Пусть дружба верная,
Как этот мой портрет,
Не затеряется нигде
И никогда!
— Другого мне папа не показал, — извиняясь перед Тасей, сказал Лешка. — Может, он и еще что-то писал. А это, говорит, давным-давно написано. Чушь, говорит, младенческая, и даже сам смеялся, когда читал мне…
— А ты знаешь, очень хорошие стихи, — сказала Тася. — Жалко, что твой папа не стал поэтом.
— Ему просто некогда, — говорил Лешка. — Он же работает…
Лешка сам считал, что писать стихи — дело несерьезное. И то, что сказал отец, — это факт! Но Тася была Тасей. Тася почему-то любила стихи, и, наверно, потому Лешка был счастлив, что и его отец не чужд поэзии.
Они ездили с ней на Всесоюзную сельскохозяйственную выставку, и Лешка таскал Тасю по павильонам, восхищаясь нашими достижениями. Она смотрела, читала, слушала, а потом говорила: «Пойдем, a-а?» И они шли к коровам и свиньям, овцам и лошадям и долго, очень долго стояли там, потому что это ей почему-то нравилось. И еще пруды, где плавала всякая птица и играла рыба, ей тоже нравились. И там она могла торчать часами.

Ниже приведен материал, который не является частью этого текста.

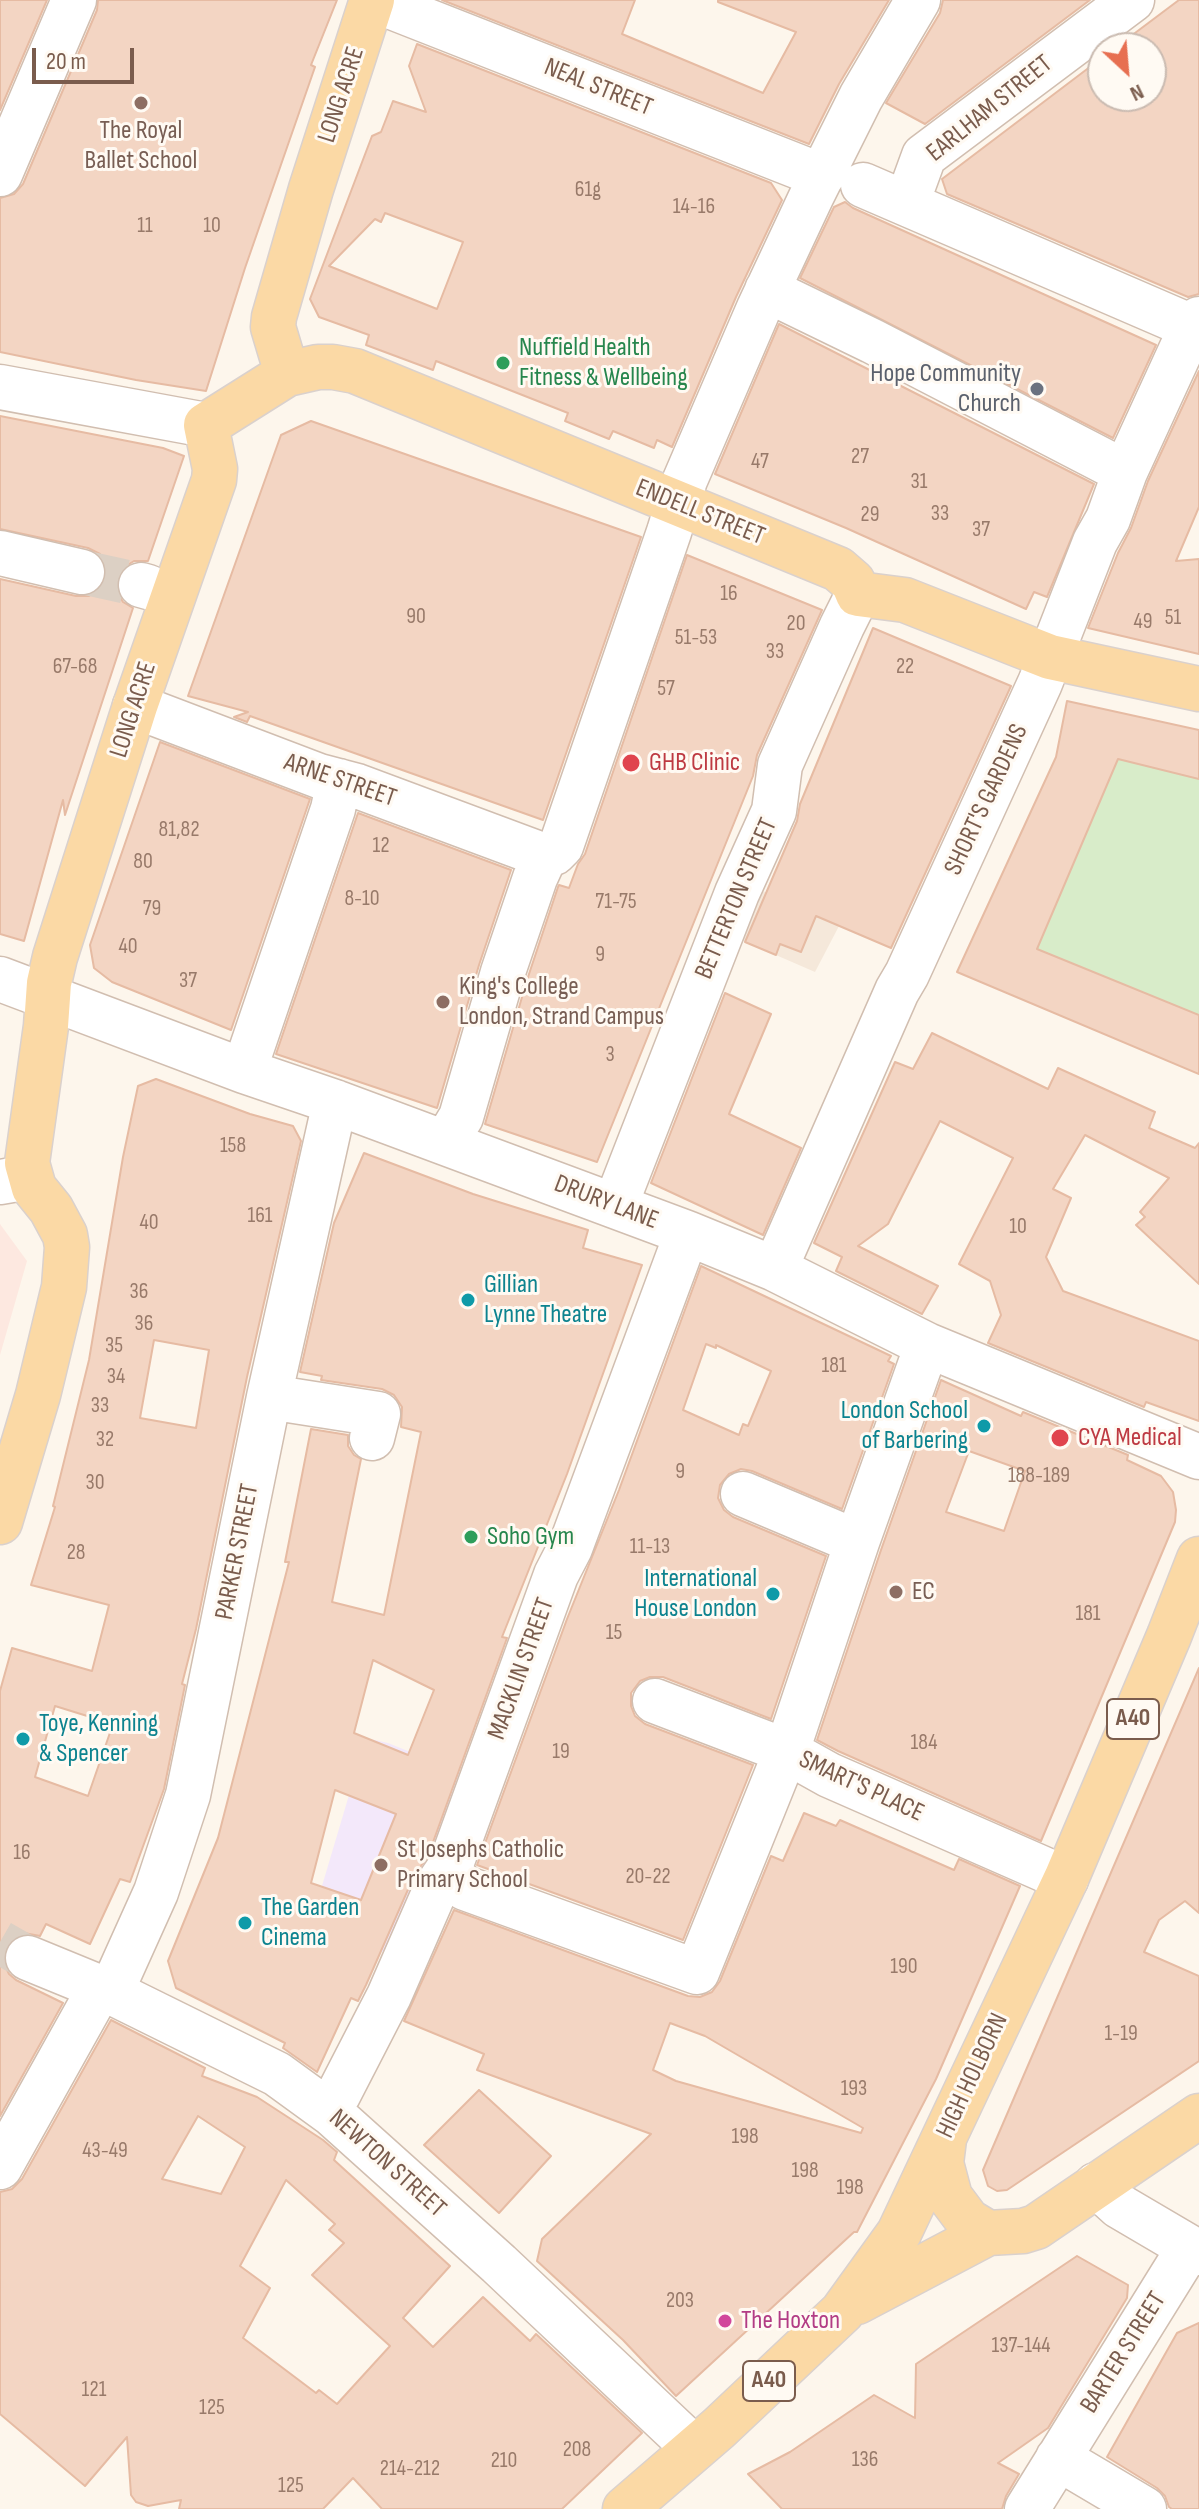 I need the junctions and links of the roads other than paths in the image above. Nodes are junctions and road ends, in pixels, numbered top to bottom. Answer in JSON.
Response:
{"nodes":[{"id":1,"x":74,"y":0,"type":"edge"},
{"id":2,"x":373,"y":0,"type":"edge"},
{"id":3,"x":918,"y":0,"type":"edge"},
{"id":4,"x":1132,"y":0,"type":"edge"},
{"id":5,"x":0,"y":174,"type":"edge"},
{"id":6,"x":823,"y":174,"type":"junction"},
{"id":7,"x":910,"y":205,"type":"junction"},
{"id":8,"x":767,"y":290,"type":"junction"},
{"id":9,"x":1197,"y":326,"type":"edge"},
{"id":10,"x":287,"y":374,"type":"junction"},
{"id":11,"x":0,"y":387,"type":"edge"},
{"id":12,"x":206,"y":425,"type":"junction"},
{"id":13,"x":1125,"y":472,"type":"junction"},
{"id":14,"x":678,"y":504,"type":"junction"},
{"id":15,"x":0,"y":553,"type":"edge"},
{"id":16,"x":82,"y":572,"type":"tunnel mouth"},
{"id":17,"x":858,"y":594,"type":"junction"},
{"id":18,"x":1043,"y":674,"type":"junction"},
{"id":19,"x":1199,"y":689,"type":"edge"},
{"id":20,"x":135,"y":706,"type":"junction"},
{"id":21,"x":339,"y":781,"type":"junction"},
{"id":22,"x":545,"y":856,"type":"junction"},
{"id":23,"x":0,"y":979,"type":"edge"},
{"id":24,"x":48,"y":997,"type":"junction"},
{"id":25,"x":244,"y":1071,"type":"junction"},
{"id":26,"x":335,"y":1102,"type":"junction"},
{"id":27,"x":452,"y":1132,"type":"dead end"},
{"id":28,"x":14,"y":1179,"type":"edge"},
{"id":29,"x":615,"y":1206,"type":"junction"},
{"id":30,"x":687,"y":1233,"type":"junction"},
{"id":31,"x":775,"y":1269,"type":"junction"},
{"id":32,"x":925,"y":1351,"type":"dead end"},
{"id":33,"x":269,"y":1397,"type":"junction"},
{"id":34,"x":372,"y":1438,"type":"dead end"},
{"id":35,"x":1199,"y":1457,"type":"edge"},
{"id":36,"x":743,"y":1494,"type":"dead end"},
{"id":37,"x":0,"y":1522,"type":"edge"},
{"id":38,"x":864,"y":1523,"type":"junction"},
{"id":39,"x":1199,"y":1559,"type":"edge"},
{"id":40,"x":655,"y":1701,"type":"dead end"},
{"id":41,"x":786,"y":1751,"type":"junction"},
{"id":42,"x":450,"y":1867,"type":"junction"},
{"id":43,"x":1066,"y":1879,"type":"junction"},
{"id":44,"x":28,"y":1958,"type":"tunnel mouth"},
{"id":45,"x":106,"y":1990,"type":"junction"},
{"id":46,"x":338,"y":2095,"type":"dead end"},
{"id":47,"x":1199,"y":2116,"type":"edge"},
{"id":48,"x":944,"y":2138,"type":"junction"},
{"id":49,"x":0,"y":2167,"type":"edge"},
{"id":50,"x":1096,"y":2185,"type":"junction"},
{"id":51,"x":988,"y":2233,"type":"junction"},
{"id":52,"x":1194,"y":2250,"type":"edge"},
{"id":53,"x":842,"y":2312,"type":"junction"},
{"id":54,"x":694,"y":2448,"type":"junction"},
{"id":55,"x":1058,"y":2458,"type":"junction"},
{"id":56,"x":625,"y":2509,"type":"edge"},
{"id":57,"x":1027,"y":2509,"type":"edge"},
{"id":58,"x":1144,"y":2509,"type":"edge"}],
"edges":[{"from":1,"to":5,"type":"street"},
{"from":2,"to":6,"type":"street","name":"NEAL STREET"},
{"from":2,"to":10,"type":"main road","name":"LONG ACRE"},
{"from":3,"to":6,"type":"street"},
{"from":4,"to":7,"type":"street","name":"EARLHAM STREET"},
{"from":6,"to":7,"type":"street","name":"NEAL STREET"},
{"from":6,"to":8,"type":"street"},
{"from":7,"to":9,"type":"street","name":"NEAL STREET"},
{"from":8,"to":13,"type":"street"},
{"from":8,"to":14,"type":"street"},
{"from":9,"to":13,"type":"street","name":"SHORT'S GARDENS"},
{"from":10,"to":12,"type":"main road","name":"ENDELL STREET"},
{"from":10,"to":14,"type":"main road","name":"ENDELL STREET"},
{"from":11,"to":12,"type":"street"},
{"from":12,"to":20,"type":"main road","name":"LONG ACRE"},
{"from":13,"to":18,"type":"street","name":"SHORT'S GARDENS"},
{"from":14,"to":17,"type":"main road","name":"ENDELL STREET"},
{"from":14,"to":22,"type":"street"},
{"from":15,"to":16,"type":"street"},
{"from":17,"to":18,"type":"main road"},
{"from":17,"to":29,"type":"street","name":"BETTERTON STREET"},
{"from":18,"to":19,"type":"main road"},
{"from":18,"to":31,"type":"street","name":"SHORT'S GARDENS"},
{"from":20,"to":21,"type":"street","name":"ARNE STREET"},
{"from":20,"to":24,"type":"main road","name":"LONG ACRE"},
{"from":21,"to":22,"type":"street","name":"ARNE STREET"},
{"from":21,"to":25,"type":"street"},
{"from":22,"to":27,"type":"street"},
{"from":23,"to":24,"type":"street","name":"DRURY LANE"},
{"from":24,"to":25,"type":"street","name":"DRURY LANE"},
{"from":24,"to":28,"type":"main road","name":"LONG ACRE"},
{"from":25,"to":26,"type":"street","name":"DRURY LANE"},
{"from":26,"to":29,"type":"street","name":"DRURY LANE"},
{"from":26,"to":33,"type":"street","name":"PARKER STREET"},
{"from":28,"to":37,"type":"main road"},
{"from":29,"to":30,"type":"street","name":"DRURY LANE"},
{"from":30,"to":31,"type":"street","name":"DRURY LANE"},
{"from":30,"to":42,"type":"street","name":"MACKLIN STREET"},
{"from":31,"to":35,"type":"street","name":"DRURY LANE"},
{"from":32,"to":38,"type":"street"},
{"from":33,"to":34,"type":"street"},
{"from":33,"to":45,"type":"street","name":"PARKER STREET"},
{"from":36,"to":38,"type":"street"},
{"from":38,"to":41,"type":"street"},
{"from":39,"to":43,"type":"main road","name":"HIGH HOLBORN","number":"A40"},
{"from":40,"to":41,"type":"street","name":"SMART'S PLACE"},
{"from":41,"to":42,"type":"street"},
{"from":41,"to":43,"type":"street","name":"SMART'S PLACE"},
{"from":42,"to":46,"type":"street","name":"MACKLIN STREET"},
{"from":43,"to":48,"type":"main road","name":"HIGH HOLBORN","number":"A40"},
{"from":44,"to":45,"type":"street","name":"NEWTON STREET"},
{"from":45,"to":49,"type":"street","name":"PARKER STREET"},
{"from":45,"to":54,"type":"street","name":"NEWTON STREET"},
{"from":47,"to":50,"type":"main road"},
{"from":48,"to":51,"type":"main road"},
{"from":48,"to":53,"type":"main road","name":"HIGH HOLBORN","number":"A40"},
{"from":50,"to":51,"type":"main road"},
{"from":50,"to":52,"type":"street"},
{"from":51,"to":53,"type":"main road"},
{"from":52,"to":55,"type":"street","name":"BARTER STREET"},
{"from":53,"to":54,"type":"main road","name":"HIGH HOLBORN","number":"A40"},
{"from":54,"to":56,"type":"main road","name":"HIGH HOLBORN","number":"A40"},
{"from":55,"to":57,"type":"street","name":"BARTER STREET"},
{"from":55,"to":58,"type":"street"}]} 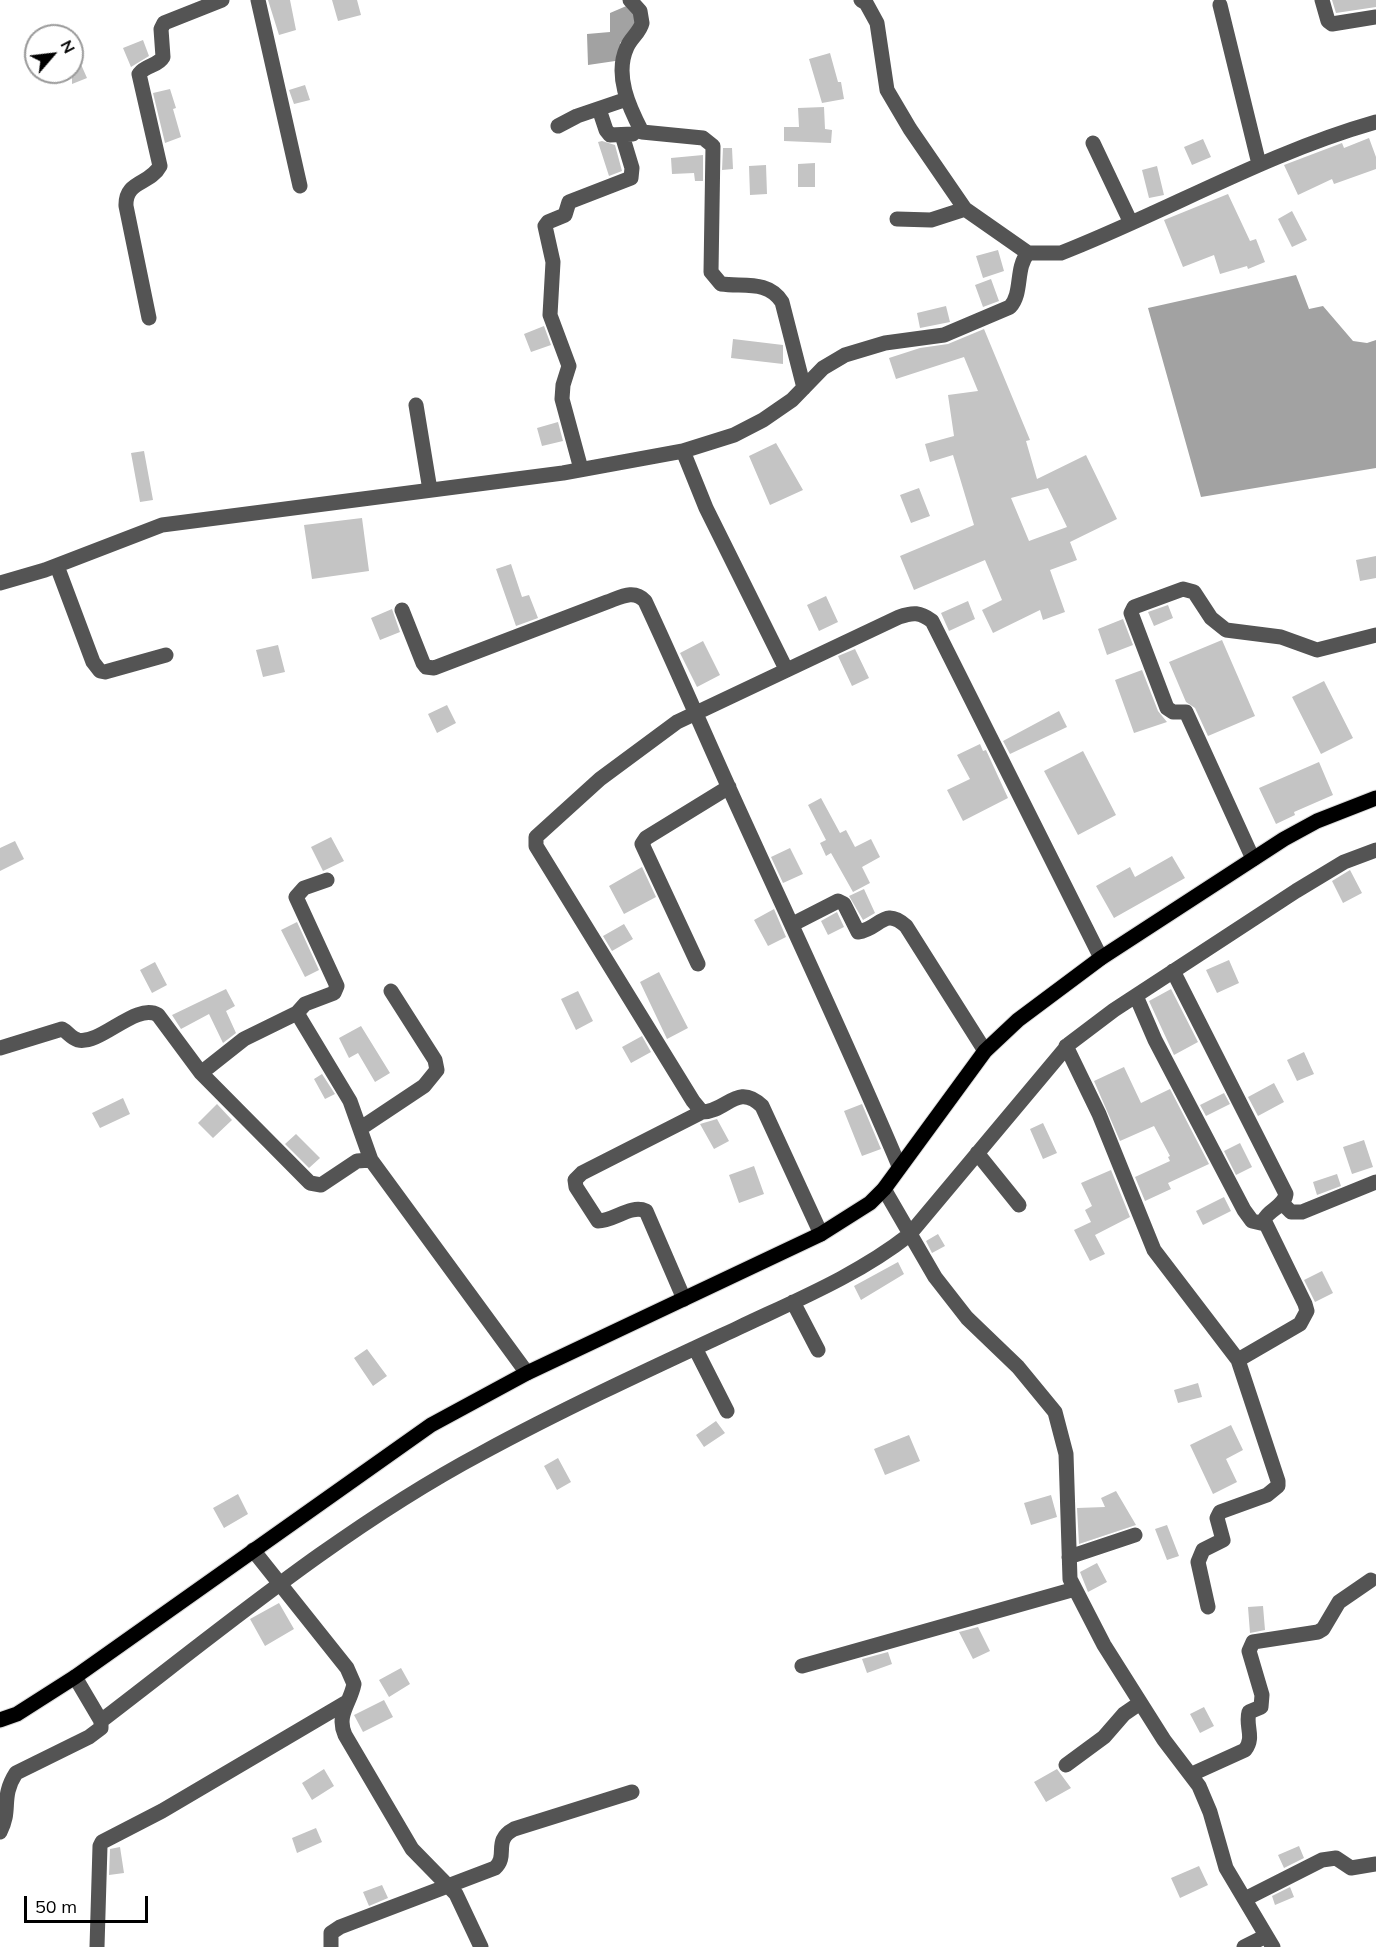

Они вместе ходили в «Колизей» на новый фильм, и Лешка был в восторге и всю обратную дорогу напевал:
Если завтра война,
Если завтра в поход,
Если темная сила нагрянет,
Как один человек,
Весь советский народ
За любимую Родину встанет.
На земле, в небесах и на море
Наш напев и могуч, и суров.
Если завтра война, если завтра в поход,
Будь сегодня к походу готов…—
а она вдруг сказала: «Это очень плохо, если будет так!..»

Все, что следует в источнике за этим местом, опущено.